___ DATA
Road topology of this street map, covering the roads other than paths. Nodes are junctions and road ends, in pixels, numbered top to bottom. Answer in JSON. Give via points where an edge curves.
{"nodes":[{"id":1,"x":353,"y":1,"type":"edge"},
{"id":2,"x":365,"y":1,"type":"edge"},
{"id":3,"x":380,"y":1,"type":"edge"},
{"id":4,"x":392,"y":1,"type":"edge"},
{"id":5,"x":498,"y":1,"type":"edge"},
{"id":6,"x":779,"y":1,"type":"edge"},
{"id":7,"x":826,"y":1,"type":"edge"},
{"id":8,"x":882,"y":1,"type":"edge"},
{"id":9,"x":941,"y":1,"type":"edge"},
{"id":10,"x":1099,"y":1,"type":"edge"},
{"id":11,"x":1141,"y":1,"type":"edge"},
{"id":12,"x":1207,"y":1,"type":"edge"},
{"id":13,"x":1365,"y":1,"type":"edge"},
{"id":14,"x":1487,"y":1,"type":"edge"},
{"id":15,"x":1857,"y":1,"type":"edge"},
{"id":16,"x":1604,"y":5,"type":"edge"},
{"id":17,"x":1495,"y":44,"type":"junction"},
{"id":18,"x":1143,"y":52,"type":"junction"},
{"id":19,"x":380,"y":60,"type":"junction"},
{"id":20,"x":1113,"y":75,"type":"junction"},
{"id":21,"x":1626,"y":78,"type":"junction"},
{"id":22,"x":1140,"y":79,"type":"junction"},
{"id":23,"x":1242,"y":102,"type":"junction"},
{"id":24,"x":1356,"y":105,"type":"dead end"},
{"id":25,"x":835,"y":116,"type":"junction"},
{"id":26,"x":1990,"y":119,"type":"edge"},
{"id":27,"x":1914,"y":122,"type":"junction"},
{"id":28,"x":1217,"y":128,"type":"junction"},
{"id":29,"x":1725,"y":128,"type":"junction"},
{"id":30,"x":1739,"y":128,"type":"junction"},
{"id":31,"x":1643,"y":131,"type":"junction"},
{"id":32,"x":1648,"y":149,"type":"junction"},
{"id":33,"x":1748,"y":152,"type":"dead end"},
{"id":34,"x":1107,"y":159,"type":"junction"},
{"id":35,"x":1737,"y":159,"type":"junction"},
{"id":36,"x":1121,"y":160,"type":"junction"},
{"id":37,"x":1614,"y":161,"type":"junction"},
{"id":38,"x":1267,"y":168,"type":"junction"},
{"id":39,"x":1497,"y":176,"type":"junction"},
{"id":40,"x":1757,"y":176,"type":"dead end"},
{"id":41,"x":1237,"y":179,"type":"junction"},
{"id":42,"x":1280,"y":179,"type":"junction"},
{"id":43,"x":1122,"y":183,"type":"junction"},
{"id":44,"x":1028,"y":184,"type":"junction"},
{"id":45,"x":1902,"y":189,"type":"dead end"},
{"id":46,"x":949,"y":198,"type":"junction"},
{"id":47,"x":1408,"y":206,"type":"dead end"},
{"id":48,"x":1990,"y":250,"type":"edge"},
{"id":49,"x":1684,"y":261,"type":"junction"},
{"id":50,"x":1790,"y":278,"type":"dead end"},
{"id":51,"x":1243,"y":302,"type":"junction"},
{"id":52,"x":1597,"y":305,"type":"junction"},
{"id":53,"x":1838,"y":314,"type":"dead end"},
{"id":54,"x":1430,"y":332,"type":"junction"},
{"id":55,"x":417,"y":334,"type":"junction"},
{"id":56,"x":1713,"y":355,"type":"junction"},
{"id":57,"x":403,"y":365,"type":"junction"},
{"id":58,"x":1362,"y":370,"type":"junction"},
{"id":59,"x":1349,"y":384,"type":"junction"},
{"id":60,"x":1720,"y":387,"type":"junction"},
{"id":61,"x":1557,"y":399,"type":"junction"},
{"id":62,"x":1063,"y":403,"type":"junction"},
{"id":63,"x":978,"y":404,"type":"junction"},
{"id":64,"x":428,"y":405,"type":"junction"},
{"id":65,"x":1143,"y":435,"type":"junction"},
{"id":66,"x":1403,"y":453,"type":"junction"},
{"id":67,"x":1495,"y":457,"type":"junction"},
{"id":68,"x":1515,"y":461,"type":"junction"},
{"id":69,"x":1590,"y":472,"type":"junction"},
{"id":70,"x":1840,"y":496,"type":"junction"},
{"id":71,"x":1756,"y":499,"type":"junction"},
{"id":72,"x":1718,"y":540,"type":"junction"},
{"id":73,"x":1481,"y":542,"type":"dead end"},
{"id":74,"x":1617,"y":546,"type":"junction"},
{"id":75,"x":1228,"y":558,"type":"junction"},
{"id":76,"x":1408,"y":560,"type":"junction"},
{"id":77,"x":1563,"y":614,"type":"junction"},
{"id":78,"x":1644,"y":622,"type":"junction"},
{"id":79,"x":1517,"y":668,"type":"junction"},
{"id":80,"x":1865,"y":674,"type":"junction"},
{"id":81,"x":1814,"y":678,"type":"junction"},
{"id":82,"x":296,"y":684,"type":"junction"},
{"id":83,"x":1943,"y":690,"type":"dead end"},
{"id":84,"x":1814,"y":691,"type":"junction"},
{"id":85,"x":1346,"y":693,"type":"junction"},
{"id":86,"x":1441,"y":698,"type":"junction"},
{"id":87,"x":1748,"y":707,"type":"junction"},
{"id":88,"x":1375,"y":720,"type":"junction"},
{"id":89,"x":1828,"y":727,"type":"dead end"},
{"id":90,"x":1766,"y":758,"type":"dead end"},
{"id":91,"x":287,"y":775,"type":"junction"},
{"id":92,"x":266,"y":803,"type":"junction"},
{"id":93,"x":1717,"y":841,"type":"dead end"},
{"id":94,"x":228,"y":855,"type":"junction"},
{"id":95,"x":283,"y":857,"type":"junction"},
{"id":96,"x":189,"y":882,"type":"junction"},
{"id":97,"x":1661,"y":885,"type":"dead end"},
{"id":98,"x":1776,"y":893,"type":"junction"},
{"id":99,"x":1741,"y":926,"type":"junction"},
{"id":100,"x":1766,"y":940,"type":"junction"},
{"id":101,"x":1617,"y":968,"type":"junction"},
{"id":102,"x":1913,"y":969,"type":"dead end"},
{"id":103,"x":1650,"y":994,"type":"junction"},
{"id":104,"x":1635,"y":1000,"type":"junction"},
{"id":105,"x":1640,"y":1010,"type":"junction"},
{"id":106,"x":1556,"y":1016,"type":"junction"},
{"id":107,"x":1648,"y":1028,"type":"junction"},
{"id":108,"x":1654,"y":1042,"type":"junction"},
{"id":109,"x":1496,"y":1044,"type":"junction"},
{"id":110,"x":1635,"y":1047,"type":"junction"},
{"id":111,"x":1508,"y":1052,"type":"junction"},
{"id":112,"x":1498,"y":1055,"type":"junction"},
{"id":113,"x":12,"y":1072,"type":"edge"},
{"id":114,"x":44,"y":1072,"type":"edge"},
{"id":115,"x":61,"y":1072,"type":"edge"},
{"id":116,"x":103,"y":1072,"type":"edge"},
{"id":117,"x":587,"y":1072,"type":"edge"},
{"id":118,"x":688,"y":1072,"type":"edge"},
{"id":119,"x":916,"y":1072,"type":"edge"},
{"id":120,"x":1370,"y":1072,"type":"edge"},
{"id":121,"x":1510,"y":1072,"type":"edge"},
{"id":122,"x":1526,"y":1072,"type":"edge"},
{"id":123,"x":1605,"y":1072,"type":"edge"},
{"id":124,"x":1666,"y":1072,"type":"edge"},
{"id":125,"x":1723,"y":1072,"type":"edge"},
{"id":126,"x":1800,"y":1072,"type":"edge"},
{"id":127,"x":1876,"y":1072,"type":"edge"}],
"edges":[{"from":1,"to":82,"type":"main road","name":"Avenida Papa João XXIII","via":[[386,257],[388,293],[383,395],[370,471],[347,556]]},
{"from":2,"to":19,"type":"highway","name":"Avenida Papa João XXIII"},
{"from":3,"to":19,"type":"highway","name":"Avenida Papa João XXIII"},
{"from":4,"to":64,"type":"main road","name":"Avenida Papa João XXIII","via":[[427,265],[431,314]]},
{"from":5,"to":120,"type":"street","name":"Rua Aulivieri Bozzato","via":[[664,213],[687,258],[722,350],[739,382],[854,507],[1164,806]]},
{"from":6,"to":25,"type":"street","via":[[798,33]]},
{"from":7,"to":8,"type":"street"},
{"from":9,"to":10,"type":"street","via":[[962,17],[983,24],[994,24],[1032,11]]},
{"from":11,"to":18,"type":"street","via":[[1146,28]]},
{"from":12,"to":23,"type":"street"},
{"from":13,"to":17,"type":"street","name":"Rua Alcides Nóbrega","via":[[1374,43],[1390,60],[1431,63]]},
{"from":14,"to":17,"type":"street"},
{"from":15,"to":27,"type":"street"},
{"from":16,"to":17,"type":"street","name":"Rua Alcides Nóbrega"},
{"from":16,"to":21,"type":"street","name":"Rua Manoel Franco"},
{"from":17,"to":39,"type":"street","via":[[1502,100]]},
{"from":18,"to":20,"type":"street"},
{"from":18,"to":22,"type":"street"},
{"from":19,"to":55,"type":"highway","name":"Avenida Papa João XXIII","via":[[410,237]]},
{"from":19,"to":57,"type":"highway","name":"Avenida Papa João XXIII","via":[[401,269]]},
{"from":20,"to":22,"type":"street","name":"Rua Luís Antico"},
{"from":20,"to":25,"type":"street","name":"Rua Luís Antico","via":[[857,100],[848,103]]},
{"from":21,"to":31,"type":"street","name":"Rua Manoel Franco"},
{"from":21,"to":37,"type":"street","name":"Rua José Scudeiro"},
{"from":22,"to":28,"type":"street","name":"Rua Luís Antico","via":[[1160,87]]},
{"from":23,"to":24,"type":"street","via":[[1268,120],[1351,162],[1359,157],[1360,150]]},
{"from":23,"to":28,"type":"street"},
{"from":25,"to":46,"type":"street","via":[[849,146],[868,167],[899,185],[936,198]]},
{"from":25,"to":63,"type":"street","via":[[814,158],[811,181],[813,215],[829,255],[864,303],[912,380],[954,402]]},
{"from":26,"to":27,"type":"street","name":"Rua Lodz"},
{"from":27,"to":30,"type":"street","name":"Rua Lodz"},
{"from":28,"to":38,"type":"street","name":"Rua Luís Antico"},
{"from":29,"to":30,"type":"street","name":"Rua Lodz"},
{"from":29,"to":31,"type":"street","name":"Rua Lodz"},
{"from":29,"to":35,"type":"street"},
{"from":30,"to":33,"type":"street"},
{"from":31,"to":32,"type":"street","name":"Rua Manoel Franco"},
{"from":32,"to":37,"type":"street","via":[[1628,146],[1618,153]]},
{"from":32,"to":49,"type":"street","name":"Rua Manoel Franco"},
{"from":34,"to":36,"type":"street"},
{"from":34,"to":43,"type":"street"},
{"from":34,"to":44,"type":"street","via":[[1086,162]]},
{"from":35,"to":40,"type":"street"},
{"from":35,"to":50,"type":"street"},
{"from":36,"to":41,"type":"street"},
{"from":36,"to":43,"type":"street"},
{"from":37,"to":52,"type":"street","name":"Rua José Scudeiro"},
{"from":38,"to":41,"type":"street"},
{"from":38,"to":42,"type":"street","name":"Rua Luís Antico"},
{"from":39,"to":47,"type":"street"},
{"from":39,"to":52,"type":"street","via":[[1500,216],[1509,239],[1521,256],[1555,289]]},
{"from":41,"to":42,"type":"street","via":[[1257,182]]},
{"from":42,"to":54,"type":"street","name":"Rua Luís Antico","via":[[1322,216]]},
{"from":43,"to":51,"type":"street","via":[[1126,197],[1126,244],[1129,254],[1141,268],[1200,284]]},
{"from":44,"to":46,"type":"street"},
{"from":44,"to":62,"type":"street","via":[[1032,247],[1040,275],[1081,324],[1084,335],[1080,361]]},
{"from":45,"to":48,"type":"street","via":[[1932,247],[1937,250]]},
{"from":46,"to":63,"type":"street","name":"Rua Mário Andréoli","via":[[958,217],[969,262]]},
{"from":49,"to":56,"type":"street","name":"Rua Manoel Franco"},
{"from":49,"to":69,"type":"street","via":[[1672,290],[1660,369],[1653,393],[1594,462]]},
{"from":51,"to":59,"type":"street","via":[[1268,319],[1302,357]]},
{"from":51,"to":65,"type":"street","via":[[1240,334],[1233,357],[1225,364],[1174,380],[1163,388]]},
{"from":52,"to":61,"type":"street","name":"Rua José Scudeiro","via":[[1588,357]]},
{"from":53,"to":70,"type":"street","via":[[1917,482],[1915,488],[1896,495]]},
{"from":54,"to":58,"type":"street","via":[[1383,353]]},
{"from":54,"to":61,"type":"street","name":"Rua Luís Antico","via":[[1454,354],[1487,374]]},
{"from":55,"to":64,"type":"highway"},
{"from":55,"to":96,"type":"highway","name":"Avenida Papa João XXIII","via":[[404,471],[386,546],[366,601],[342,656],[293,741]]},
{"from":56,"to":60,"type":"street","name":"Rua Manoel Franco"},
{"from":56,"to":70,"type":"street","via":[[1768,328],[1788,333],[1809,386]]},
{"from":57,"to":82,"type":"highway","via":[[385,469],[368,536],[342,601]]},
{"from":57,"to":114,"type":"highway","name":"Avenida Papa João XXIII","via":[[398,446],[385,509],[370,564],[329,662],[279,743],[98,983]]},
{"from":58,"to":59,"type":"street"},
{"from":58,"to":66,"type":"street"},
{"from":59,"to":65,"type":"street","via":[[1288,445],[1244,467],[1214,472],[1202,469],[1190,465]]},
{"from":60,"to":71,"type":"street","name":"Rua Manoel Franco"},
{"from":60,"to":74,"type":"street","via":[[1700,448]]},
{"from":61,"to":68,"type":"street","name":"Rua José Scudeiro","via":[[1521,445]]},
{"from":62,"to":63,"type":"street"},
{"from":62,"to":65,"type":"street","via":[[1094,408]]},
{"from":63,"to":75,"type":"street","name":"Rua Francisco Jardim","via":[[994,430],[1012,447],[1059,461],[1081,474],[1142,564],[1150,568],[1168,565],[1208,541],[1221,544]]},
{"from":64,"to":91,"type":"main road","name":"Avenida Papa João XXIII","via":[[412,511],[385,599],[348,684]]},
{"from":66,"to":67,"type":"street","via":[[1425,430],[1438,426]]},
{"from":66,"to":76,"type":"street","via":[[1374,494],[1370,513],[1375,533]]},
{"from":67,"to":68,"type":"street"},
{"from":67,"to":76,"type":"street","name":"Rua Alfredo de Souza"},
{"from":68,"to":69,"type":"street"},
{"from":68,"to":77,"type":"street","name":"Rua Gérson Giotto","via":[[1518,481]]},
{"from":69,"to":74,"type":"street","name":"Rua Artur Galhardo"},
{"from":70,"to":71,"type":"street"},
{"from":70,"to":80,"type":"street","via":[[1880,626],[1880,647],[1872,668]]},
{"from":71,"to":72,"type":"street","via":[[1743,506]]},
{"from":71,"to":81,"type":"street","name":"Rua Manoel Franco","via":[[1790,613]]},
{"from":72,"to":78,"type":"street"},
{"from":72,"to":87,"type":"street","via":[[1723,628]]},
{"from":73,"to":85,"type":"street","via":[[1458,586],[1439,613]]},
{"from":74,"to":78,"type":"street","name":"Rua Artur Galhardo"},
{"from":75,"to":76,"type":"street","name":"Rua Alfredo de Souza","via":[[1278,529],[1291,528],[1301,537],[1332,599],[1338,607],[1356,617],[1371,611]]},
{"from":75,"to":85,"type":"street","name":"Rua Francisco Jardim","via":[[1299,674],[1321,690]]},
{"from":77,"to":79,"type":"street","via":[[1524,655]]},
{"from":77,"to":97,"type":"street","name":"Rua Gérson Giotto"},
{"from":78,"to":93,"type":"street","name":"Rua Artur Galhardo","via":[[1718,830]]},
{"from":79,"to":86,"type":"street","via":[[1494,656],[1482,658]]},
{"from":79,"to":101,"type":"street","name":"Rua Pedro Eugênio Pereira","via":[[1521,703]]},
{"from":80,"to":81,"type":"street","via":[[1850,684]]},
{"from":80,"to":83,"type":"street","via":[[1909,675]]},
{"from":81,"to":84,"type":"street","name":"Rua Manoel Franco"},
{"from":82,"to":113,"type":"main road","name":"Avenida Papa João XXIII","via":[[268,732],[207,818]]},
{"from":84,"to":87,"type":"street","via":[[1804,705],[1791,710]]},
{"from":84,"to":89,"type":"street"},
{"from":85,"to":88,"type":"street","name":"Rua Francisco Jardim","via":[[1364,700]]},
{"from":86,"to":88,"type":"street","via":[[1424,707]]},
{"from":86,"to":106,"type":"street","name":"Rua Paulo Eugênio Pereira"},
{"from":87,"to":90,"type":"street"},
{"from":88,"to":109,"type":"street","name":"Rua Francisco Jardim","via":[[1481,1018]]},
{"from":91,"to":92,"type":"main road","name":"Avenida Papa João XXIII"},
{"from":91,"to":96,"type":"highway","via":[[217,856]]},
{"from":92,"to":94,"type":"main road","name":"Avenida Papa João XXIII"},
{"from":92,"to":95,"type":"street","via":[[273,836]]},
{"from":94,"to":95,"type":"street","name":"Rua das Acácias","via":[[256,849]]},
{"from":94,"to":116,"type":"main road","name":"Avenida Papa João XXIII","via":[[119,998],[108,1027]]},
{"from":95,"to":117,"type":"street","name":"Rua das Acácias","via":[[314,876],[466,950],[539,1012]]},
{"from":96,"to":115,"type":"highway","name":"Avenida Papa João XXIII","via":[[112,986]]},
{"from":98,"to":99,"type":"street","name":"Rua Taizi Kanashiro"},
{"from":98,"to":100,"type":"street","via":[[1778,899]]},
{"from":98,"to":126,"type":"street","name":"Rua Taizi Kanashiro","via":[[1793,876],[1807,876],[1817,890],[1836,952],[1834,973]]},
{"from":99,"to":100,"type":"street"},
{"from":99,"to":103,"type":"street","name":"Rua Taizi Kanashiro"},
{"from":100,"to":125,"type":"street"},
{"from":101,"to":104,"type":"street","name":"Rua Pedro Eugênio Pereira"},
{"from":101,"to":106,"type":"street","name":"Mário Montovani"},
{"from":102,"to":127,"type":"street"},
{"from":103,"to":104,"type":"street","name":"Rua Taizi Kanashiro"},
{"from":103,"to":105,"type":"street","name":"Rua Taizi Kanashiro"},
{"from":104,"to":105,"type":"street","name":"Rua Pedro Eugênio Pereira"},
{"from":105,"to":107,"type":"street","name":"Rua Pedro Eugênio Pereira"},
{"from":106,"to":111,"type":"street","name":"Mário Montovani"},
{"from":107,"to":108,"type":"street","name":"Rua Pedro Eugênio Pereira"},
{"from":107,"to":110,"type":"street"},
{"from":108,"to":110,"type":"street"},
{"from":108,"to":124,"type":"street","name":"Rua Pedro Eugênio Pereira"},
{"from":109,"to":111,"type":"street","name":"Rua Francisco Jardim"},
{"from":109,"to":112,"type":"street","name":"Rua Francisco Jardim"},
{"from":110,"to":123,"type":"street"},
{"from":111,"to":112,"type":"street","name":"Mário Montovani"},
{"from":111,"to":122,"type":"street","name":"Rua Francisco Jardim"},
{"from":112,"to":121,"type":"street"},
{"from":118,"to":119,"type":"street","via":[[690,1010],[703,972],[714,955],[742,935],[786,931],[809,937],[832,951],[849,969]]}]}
______
- _ABOUT THIS TASK_
The answer must be a single number: how many lines in the records above contain the word "Taizi".

- _REPLY TO THE TASK_
5